• _What you will do_:
Looking through the records below, please work out how many lines contain "roads". Give only that number.

(Stored data)
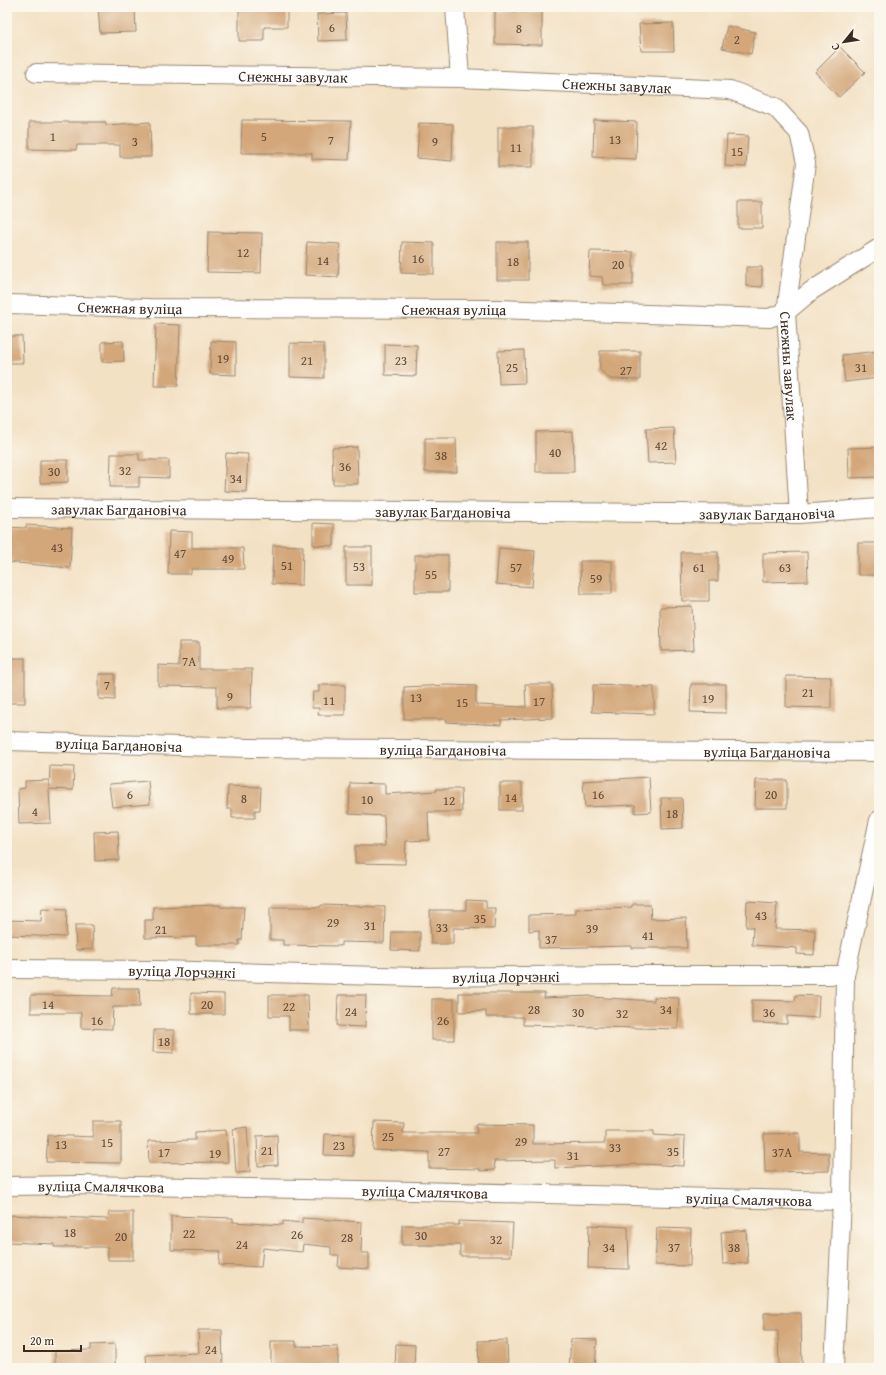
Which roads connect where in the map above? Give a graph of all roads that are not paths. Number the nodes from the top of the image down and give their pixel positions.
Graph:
1 (455, 7) edge
2 (36, 73) dead end
3 (460, 78) junction
4 (879, 248) edge
5 (7, 304) edge
6 (786, 312) junction
7 (7, 508) edge
8 (879, 508) edge
9 (799, 514) junction
10 (7, 742) edge
11 (879, 752) edge
12 (879, 820) edge
13 (7, 969) edge
14 (845, 976) junction
15 (7, 1186) edge
16 (842, 1201) junction
17 (834, 1368) edge

1 - 3 street
2 - 3 street, Снежны завулак
3 - 6 street, Снежны завулак
4 - 6 street, Снежная вуліца
5 - 6 street, Снежная вуліца
6 - 9 street, Снежны завулак
7 - 9 street, завулак Багдановіча
8 - 9 street, завулак Багдановіча
10 - 11 street, вуліца Багдановіча
12 - 14 street
13 - 14 street, вуліца Лорчэнкі
14 - 16 street
15 - 16 street, вуліца Смалячкова
16 - 17 street

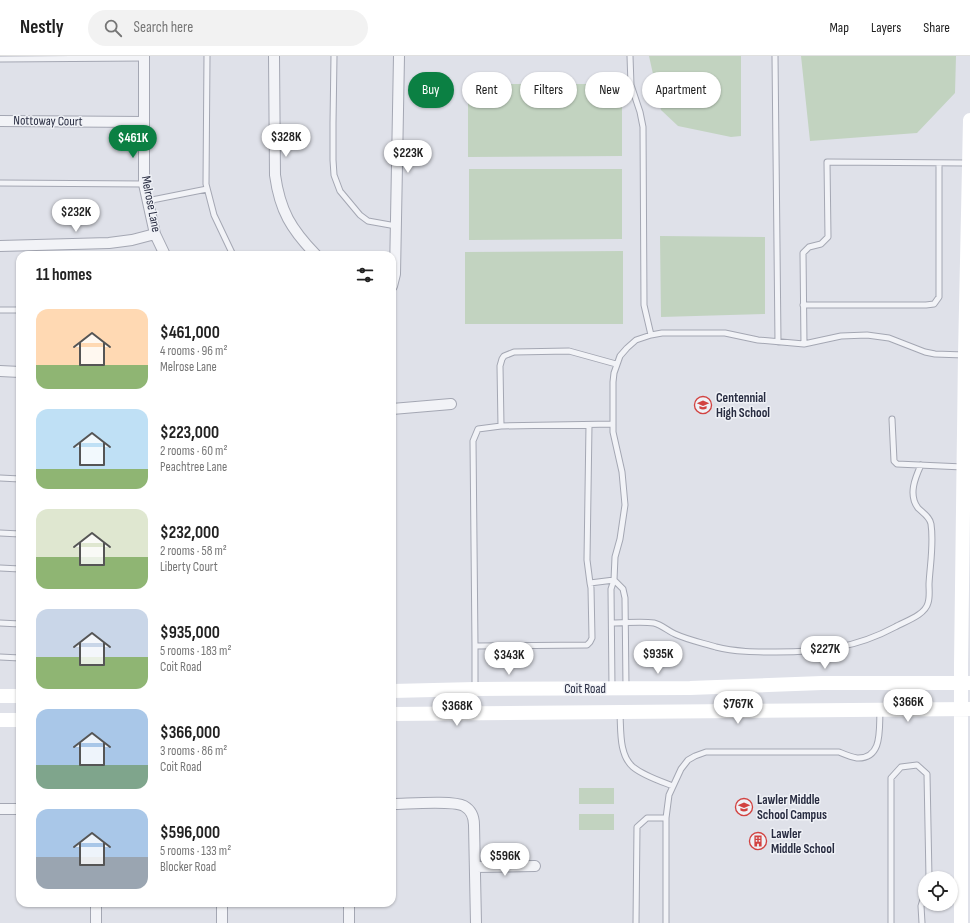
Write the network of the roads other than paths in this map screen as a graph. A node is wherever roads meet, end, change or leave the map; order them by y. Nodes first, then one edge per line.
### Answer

• _Solution for this exercise_:
2